# Task to carry out
A single figure is expected: how many lines of the data that follows contain the word "壽山村道".

........

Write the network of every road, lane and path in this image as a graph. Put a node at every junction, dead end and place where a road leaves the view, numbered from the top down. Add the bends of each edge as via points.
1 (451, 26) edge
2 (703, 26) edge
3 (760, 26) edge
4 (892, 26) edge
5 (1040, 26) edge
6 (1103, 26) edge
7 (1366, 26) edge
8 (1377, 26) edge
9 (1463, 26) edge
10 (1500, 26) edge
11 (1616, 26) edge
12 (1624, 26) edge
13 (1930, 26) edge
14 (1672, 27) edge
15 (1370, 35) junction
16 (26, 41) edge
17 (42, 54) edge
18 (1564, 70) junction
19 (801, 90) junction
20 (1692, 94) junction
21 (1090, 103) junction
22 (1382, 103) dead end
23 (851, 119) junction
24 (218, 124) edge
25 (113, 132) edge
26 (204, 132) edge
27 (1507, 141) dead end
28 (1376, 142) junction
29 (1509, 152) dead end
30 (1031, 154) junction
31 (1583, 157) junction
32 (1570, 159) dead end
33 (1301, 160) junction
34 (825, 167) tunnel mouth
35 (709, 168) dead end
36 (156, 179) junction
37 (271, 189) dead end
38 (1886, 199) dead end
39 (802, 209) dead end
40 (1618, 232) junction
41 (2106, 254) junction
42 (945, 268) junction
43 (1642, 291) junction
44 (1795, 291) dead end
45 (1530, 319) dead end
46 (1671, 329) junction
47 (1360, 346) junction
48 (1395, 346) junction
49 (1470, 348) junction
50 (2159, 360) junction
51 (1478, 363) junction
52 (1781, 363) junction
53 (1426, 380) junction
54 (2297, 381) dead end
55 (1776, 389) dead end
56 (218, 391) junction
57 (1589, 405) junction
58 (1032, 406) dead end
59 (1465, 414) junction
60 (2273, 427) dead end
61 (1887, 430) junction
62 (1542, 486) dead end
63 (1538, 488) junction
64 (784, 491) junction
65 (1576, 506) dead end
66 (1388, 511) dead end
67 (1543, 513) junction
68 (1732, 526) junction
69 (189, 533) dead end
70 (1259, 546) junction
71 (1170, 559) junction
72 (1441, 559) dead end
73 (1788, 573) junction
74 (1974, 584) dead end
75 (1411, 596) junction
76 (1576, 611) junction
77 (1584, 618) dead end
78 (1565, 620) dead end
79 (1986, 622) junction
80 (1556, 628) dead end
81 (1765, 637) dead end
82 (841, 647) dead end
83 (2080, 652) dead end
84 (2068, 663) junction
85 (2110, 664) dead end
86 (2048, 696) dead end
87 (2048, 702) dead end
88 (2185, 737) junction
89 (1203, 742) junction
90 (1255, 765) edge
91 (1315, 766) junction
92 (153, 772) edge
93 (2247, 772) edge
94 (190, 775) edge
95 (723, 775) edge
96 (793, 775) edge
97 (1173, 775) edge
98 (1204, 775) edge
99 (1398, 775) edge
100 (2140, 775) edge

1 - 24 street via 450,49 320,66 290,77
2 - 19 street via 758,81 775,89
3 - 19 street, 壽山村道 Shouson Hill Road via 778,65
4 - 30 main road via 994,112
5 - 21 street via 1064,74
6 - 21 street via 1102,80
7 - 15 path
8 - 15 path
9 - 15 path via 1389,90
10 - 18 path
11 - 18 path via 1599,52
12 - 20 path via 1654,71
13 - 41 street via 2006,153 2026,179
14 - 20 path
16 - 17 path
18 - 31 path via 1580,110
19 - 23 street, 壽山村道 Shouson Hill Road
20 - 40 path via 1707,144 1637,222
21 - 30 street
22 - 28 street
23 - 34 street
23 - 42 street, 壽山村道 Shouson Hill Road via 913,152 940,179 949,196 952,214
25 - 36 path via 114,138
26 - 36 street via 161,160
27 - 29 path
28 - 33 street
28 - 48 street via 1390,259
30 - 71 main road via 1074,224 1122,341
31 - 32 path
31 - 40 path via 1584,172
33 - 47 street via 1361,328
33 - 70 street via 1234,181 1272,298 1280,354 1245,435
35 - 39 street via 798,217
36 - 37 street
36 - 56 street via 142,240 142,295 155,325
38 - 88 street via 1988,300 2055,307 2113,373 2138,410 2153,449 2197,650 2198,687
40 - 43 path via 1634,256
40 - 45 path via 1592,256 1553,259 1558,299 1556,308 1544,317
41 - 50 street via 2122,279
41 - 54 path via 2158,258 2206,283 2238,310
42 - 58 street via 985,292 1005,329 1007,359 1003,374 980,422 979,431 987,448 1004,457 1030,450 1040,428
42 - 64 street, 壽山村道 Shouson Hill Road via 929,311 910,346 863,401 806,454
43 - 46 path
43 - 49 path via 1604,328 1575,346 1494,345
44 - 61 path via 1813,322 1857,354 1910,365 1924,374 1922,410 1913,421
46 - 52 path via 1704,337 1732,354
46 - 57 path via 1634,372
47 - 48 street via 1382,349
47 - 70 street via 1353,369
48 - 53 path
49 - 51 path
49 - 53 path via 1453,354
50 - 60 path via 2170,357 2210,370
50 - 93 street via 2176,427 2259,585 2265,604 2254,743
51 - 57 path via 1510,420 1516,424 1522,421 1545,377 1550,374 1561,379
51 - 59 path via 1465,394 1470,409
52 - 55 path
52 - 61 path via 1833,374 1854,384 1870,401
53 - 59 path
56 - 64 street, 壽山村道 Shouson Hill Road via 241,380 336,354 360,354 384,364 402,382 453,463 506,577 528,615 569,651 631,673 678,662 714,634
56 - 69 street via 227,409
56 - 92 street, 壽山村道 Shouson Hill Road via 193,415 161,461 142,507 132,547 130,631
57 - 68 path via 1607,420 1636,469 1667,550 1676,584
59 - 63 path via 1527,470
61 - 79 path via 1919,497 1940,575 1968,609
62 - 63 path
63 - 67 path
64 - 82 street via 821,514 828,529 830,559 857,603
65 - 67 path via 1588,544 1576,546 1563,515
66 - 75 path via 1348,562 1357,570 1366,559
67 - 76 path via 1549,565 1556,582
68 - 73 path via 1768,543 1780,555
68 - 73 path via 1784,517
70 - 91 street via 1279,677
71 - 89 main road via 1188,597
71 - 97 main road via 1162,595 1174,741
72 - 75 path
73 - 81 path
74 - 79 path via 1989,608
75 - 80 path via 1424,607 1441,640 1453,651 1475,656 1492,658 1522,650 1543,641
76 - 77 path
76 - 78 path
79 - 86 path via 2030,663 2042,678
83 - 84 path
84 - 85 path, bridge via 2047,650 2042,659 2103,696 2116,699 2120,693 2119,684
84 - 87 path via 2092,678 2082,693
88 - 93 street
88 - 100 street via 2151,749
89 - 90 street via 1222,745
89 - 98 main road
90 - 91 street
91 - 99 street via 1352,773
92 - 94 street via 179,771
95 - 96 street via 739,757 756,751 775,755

........

# The completed task
6